A construction worker earning ninety thousand dollars is, correctly, a more sympathetic figure than an oil executive earning ten times that much. And labor is a key part of the progressive coalition. So, environmental activists (with rare exceptions, such as the always forthright Naomi Klein) have been reluctant to call out the building-trades unions, even when they offered Donald Trump their fulsome support in an effort to get projects like these approved. The A.F.L.-C.I.O. came out in favor of the Dakota Access pipeline in September of 2016, even after security guards used dogs against protesters. In response, the Labor Coalition for Community Action, which includes minority unionists, joined the Communication Workers of America, the nurses union, and other labor heavyweights to stand against the pipeline. The outcome of this fight within labor, and the wider progressive movement, will determine in large measure how aggressive Biden will be on climate-busting projects. If he allows the Dakota Access and Line 3 pipelines to proceed, he will dismay many core supporters, not to mention allow infrastructure that will be spewing carbon into the air for many decades to come. But perhaps this son of Scranton is uniquely positioned to solve this conundrum. What’s needed is a grand bargain, which replaces fossil-fuel-infrastructure jobs with jobs building solar panels, wind turbines, water pipes that don’t carry lead, and so on. These jobs need to be comparable in terms of pay; there has to be necessary retraining for workers; and someone has to figure out how to allocate this new work to existing unions, so that no one gets left out and that all kinds of Americans share in those jobs. It is, in other words, the messy work of a “just transition” that, in this moment of economic and climatic peril, can’t be dodged any longer.

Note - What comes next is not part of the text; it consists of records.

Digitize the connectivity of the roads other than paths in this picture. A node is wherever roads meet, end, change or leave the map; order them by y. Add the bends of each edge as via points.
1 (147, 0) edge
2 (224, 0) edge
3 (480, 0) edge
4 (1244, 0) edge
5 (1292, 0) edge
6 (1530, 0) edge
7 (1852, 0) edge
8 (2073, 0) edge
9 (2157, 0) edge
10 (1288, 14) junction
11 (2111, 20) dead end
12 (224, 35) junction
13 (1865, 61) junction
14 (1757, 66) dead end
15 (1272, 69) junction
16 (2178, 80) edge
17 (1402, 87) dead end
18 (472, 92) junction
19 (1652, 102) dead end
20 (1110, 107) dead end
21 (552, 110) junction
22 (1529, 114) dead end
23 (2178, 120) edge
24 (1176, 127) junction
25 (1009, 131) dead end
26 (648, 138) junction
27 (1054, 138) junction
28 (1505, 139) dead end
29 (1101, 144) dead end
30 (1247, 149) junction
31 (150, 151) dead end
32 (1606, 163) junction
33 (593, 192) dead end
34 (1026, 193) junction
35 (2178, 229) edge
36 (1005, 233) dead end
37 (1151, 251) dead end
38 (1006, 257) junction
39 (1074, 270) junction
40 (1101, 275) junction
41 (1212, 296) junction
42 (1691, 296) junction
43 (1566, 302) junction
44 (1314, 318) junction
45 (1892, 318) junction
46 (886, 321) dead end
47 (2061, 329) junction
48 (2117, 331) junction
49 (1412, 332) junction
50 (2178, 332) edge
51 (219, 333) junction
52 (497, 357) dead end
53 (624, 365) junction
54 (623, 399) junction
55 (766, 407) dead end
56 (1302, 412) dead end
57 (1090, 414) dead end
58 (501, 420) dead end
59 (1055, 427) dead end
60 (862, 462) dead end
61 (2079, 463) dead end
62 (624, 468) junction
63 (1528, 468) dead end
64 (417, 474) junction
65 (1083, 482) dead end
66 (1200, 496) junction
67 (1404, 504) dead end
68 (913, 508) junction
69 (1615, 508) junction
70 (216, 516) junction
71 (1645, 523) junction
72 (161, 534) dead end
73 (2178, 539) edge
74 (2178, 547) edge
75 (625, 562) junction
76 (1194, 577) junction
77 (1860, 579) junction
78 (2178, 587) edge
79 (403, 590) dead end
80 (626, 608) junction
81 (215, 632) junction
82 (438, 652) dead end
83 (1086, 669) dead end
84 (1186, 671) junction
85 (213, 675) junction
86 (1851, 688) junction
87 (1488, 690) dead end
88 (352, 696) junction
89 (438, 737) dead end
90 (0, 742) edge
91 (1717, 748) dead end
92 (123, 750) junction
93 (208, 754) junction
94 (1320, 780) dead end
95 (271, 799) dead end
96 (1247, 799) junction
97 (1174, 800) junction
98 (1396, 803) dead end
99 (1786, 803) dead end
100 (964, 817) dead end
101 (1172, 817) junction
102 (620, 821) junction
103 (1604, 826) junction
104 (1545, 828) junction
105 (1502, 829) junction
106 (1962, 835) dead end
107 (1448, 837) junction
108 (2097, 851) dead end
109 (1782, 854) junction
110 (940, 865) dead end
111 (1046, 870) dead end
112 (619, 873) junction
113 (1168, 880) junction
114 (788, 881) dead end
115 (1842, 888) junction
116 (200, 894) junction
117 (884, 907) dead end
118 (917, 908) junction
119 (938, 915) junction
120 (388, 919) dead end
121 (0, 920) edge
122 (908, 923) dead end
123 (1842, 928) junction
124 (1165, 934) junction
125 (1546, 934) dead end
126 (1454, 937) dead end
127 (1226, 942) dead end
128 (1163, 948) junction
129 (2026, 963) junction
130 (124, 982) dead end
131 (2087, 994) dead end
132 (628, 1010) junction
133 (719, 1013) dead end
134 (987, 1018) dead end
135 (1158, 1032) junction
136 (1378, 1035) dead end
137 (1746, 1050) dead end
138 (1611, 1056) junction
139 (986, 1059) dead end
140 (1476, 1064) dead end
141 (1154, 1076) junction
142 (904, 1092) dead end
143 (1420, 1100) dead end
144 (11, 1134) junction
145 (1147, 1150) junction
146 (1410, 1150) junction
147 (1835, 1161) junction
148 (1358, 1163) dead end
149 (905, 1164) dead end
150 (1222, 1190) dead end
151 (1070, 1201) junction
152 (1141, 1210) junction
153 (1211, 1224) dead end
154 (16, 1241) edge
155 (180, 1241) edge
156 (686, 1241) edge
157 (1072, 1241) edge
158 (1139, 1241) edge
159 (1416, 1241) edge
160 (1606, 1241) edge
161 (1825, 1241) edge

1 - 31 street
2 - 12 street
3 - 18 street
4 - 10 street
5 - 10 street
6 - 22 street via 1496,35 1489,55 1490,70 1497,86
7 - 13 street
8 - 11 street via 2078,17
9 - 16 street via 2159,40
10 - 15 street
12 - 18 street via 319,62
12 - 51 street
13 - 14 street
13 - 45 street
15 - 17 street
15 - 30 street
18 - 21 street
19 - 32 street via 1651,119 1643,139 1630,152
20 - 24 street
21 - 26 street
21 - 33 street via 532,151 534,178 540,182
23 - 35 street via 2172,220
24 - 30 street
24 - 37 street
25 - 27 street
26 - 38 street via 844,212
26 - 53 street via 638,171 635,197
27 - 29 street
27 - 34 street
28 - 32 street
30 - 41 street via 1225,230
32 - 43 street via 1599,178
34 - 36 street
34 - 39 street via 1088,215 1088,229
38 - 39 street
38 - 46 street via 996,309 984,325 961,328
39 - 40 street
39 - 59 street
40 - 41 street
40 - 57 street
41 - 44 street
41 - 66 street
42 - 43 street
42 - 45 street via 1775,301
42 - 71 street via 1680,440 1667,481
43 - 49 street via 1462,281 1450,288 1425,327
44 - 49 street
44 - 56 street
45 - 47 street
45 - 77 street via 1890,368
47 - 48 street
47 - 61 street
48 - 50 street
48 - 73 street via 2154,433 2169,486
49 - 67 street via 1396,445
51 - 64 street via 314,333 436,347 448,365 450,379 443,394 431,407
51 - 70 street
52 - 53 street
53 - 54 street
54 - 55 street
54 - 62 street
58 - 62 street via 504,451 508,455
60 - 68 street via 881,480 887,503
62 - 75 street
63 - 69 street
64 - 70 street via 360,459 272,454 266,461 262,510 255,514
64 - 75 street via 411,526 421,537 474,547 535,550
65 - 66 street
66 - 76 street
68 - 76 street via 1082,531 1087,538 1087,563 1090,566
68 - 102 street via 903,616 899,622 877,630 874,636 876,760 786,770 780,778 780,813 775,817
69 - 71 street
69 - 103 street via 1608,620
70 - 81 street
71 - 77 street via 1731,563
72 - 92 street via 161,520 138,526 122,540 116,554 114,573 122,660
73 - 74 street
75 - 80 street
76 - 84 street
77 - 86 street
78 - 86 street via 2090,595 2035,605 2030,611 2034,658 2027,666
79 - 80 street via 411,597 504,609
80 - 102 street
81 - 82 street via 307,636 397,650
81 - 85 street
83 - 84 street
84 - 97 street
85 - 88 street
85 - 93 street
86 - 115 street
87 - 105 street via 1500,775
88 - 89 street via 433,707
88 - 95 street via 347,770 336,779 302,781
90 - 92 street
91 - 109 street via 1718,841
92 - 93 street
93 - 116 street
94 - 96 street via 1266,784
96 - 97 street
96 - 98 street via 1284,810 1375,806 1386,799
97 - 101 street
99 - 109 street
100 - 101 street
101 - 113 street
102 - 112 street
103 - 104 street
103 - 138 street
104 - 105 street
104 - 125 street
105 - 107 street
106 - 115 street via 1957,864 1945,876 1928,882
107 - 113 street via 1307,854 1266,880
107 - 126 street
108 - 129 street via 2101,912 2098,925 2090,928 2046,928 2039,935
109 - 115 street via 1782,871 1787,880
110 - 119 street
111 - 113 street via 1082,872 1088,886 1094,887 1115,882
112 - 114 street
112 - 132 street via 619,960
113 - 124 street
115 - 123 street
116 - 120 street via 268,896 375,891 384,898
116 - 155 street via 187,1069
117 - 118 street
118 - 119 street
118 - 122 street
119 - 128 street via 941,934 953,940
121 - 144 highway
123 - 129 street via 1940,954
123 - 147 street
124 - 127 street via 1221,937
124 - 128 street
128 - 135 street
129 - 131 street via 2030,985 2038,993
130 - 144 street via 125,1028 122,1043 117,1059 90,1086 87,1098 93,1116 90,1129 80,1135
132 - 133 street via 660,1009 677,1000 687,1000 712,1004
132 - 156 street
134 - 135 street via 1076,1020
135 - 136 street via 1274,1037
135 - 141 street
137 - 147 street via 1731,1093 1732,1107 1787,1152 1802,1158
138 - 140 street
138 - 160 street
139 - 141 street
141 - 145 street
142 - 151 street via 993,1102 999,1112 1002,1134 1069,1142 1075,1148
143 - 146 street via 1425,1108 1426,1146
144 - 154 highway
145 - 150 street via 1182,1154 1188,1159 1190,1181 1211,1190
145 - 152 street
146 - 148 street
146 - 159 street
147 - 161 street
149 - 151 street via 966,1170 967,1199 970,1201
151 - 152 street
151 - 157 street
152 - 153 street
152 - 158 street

There are instructive and hopeful lessons from the past. For many years, the combined power of unions and auto companies insulated Detroit from federal action on automobile mileage. Barack Obama managed to break that deadlock shortly after taking office when, in return for federal bailouts, he forced the industry to agree to much higher fuel-efficiency standards. One of the people who cut that deal was a young aide to the national economic adviser named Brian Deese; he is now himself the national economic adviser. The rest of Biden’s climate team has solid labor credentials, too—for example, Gina McCarthy, the new domestic climate czar, was the head of the Environmental Protection Agency under Obama, where she helped implement the mileage regulations. As the legislative director of the United Auto Workers explained to Congress, “The continuing recovery of the automobile industry in the United States has as its foundation the regulatory certainty of these tailpipe-emission standards, which is driving innovation in every company and in every vehicle segment.” A few days before Biden’s Inauguration, the team sat down with labor leaders for a formal “listening session.” The official readout was anodyne, but the effort itself was promising—if Biden sticks to his stance that all policy is climate policy, then much can be done. Even Joe Manchin, the conservative Democrat from West Virginia, who now may be the most powerful man in the Senate, given its fifty-fifty split, can perhaps be enticed with a series of proposals to cushion the irrevocable demise of the coal industry. Bernie Sanders now runs the Senate Budget Committee, which will have to look at any of these transition projects, and in the Senate he’s been both organized labor’s biggest booster and the most outspoken opponent of new fossil-fuel infrastructure.

Biden’s action on Keystone XL couldn’t be more welcome, but it’s cold comfort to the Native Americans camped out along the upper Mississippi trying to block Line 3. That battle looks hard right now, especially because the coronavirus pandemic is preventing people from joining them in large numbers. But the Keystone battle looked impossible at the start. When enough people demand action, vested interest and political convenience have to accommodate them. That’s how change works.